Macro 3 - Set a new date

This is just simply appends a break and a date header to the log file. I trigger this before my first visit each morning in order to keep the log file neat and organized. I could automate this, but for each way that I thought to do so, I thought of several possible fail points.

  1. I'd previously tried to do this with one macro, but had too many complications and bugs. Seperating them out is equivalent to writing well-contained functions. 

  2. ⌘⌥⌃⇧ is mapped to the caps lock key on all my computer, so it is just one key. 

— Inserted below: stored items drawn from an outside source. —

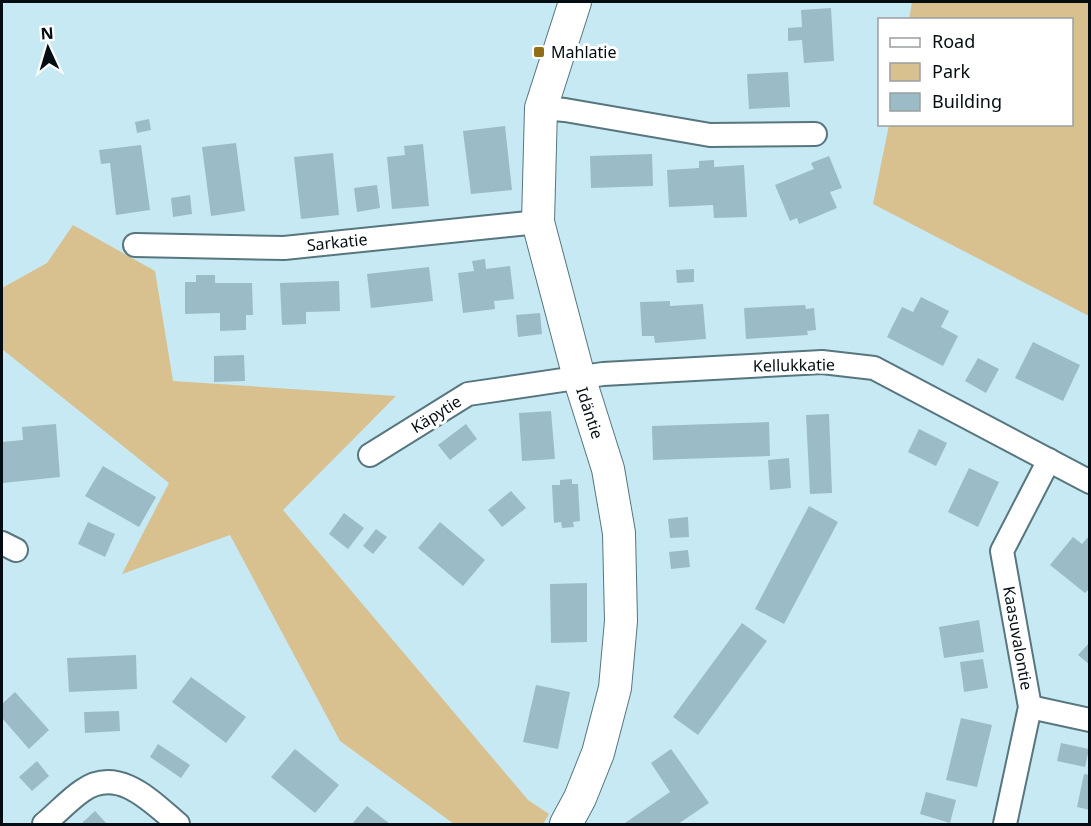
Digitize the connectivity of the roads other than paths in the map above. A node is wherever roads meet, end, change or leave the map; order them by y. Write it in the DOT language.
graph roads {
  1 [pos="575,2"];
  2 [pos="541,108"];
  3 [pos="815,134"];
  4 [pos="538,222"];
  5 [pos="135,245"];
  6 [pos="579,377"];
  7 [pos="370,456"];
  8 [pos="1049,460"];
  9 [pos="1089,482"];
  10 [pos="1030,707"];
  11 [pos="1089,720"];
  12 [pos="44,825"];
  13 [pos="178,825"];
  14 [pos="566,825"];
  15 [pos="1005,825"];
  1 -- 2 [label="street, Idäntie"];
  2 -- 3 [label="street"];
  2 -- 4 [label="street, Idäntie"];
  4 -- 5 [label="street, Sarkatie"];
  4 -- 6 [label="street, Idäntie"];
  6 -- 7 [label="street, Käpytie"];
  6 -- 8 [label="street, Kellukkatie"];
  6 -- 14 [label="street, Idäntie"];
  8 -- 9 [label="street, Kellukkatie"];
  8 -- 10 [label="street, Kaasuvalontie"];
  10 -- 11 [label="street"];
  10 -- 15 [label="street, Kaasuvalontie"];
  12 -- 13 [label="street"];
}
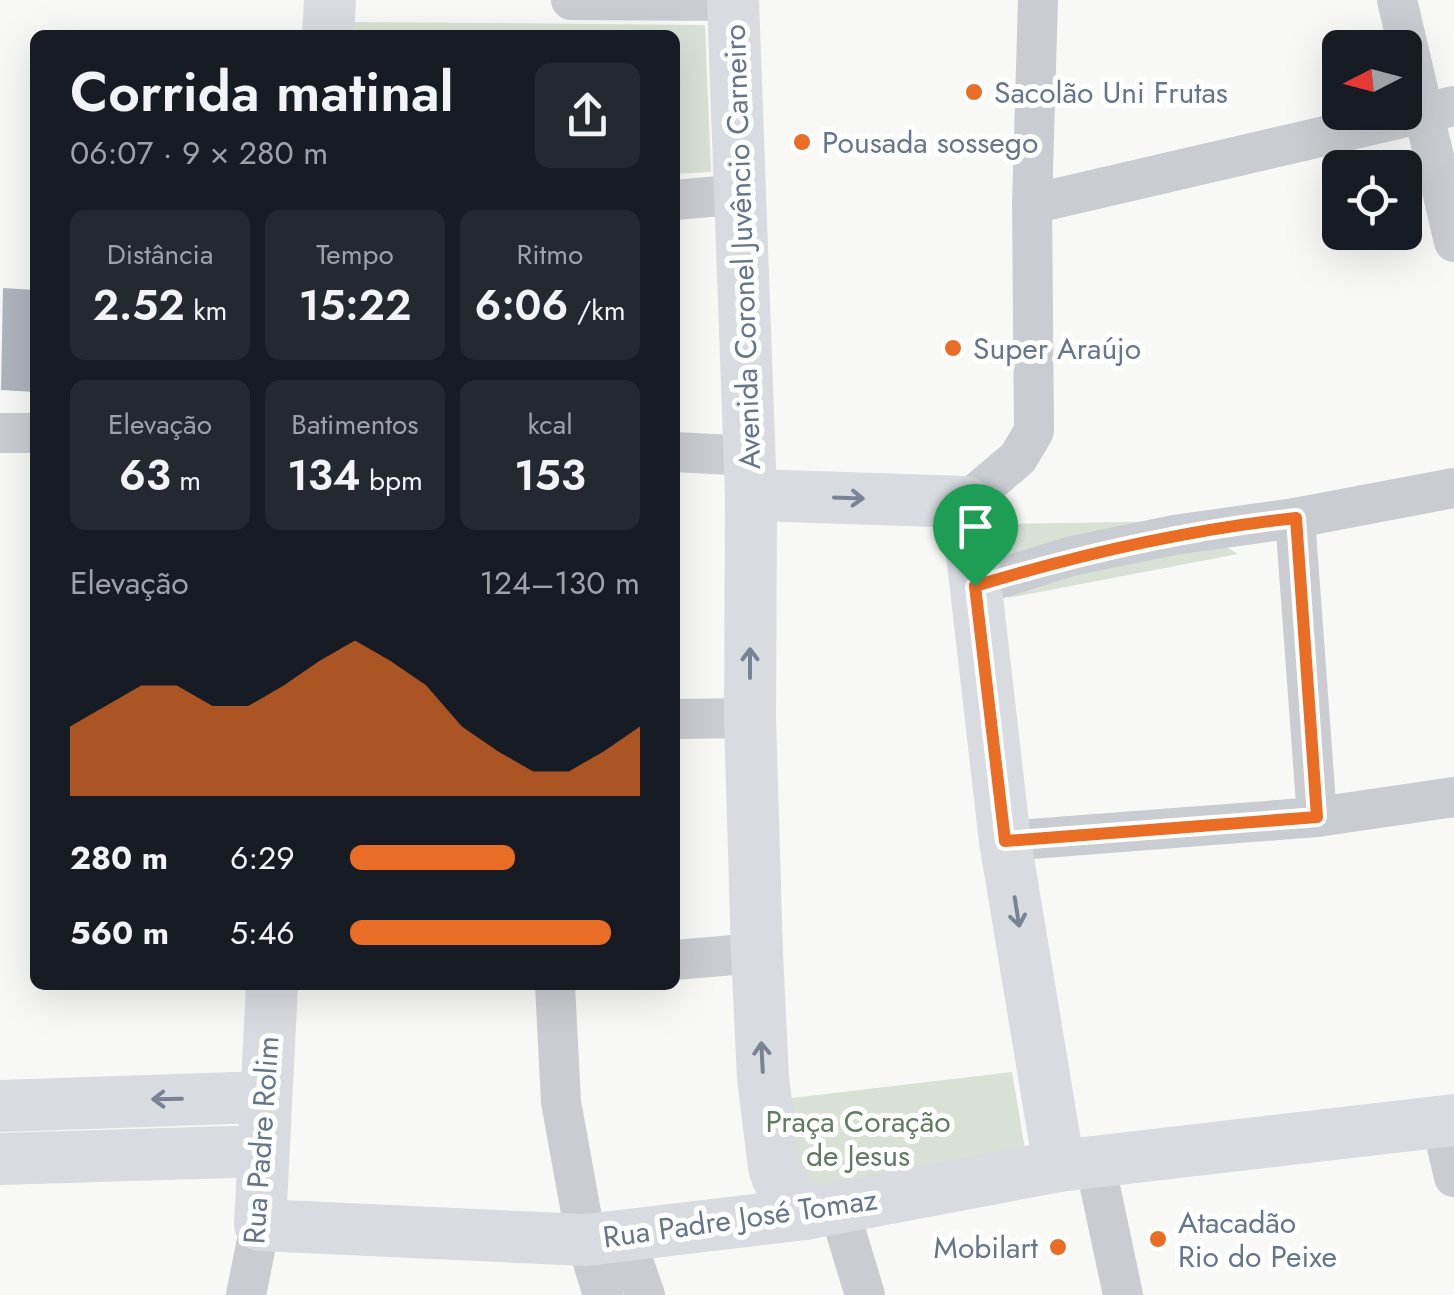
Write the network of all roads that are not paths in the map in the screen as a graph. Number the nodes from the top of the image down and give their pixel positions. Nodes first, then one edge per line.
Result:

  3. Now I have the start time and the end time, in milliseconds, stored to separate variables. 

Feb 7, 2014

I just started using a second monitor at work1. The problem was that every time I would plug my Macbook Air into the monitor via the Thunderbolt connection, the previously arranged window position was lost. I have a very simple arrangement: my text editor maximized on my laptop, and the EMR maximized on the external screen.

Keyboard Maestro to the rescue.

The main actions just move the desired application window to the top left of the respective screens, SCREEN(1, for the laptop screen and SCREEN(2, for the external monitor. The +22 for the downward direction moves the window down below the menu bar, which is 22 pixels tall. The -22 for the window height subtracts the menu height from the total window height so you don't lose the last 22 pixels below the screen.

The hardest part of this macro is figuring out that you can type these commands into the action. Normally the action looks like this:

It looks like you can only input numbers2, but if you start typing, it will transform to this:

Update: From the Yahoo Keyboard Maestro user group, I found more information on picking which screen you’re giving instructions to.

  • Numbers: designates the screens from left to right. 1, 2, 3…
  • Main and Secondary: main refers to whatever screen is currently being used by the active window/application
  • Internal and External: the iMac/laptop display versus the external display

You can use these various designations depending on your use case. For example, I was originally using numbers, but that meant I had to have two separate macros for making a window maximized, one for the main monitor and one for the external, but by changing the 1 and 2 to main, it will maximize the window that has the focus on that screen. They have slightly different meanings, but this allows different functionality.

  1. The EMR we use is so poorly arranged that a larger screen is needed to make up for the poor design. 

  2. This has screwed me up several times when trying to create an action. It is not always obvious that another type of input is possible.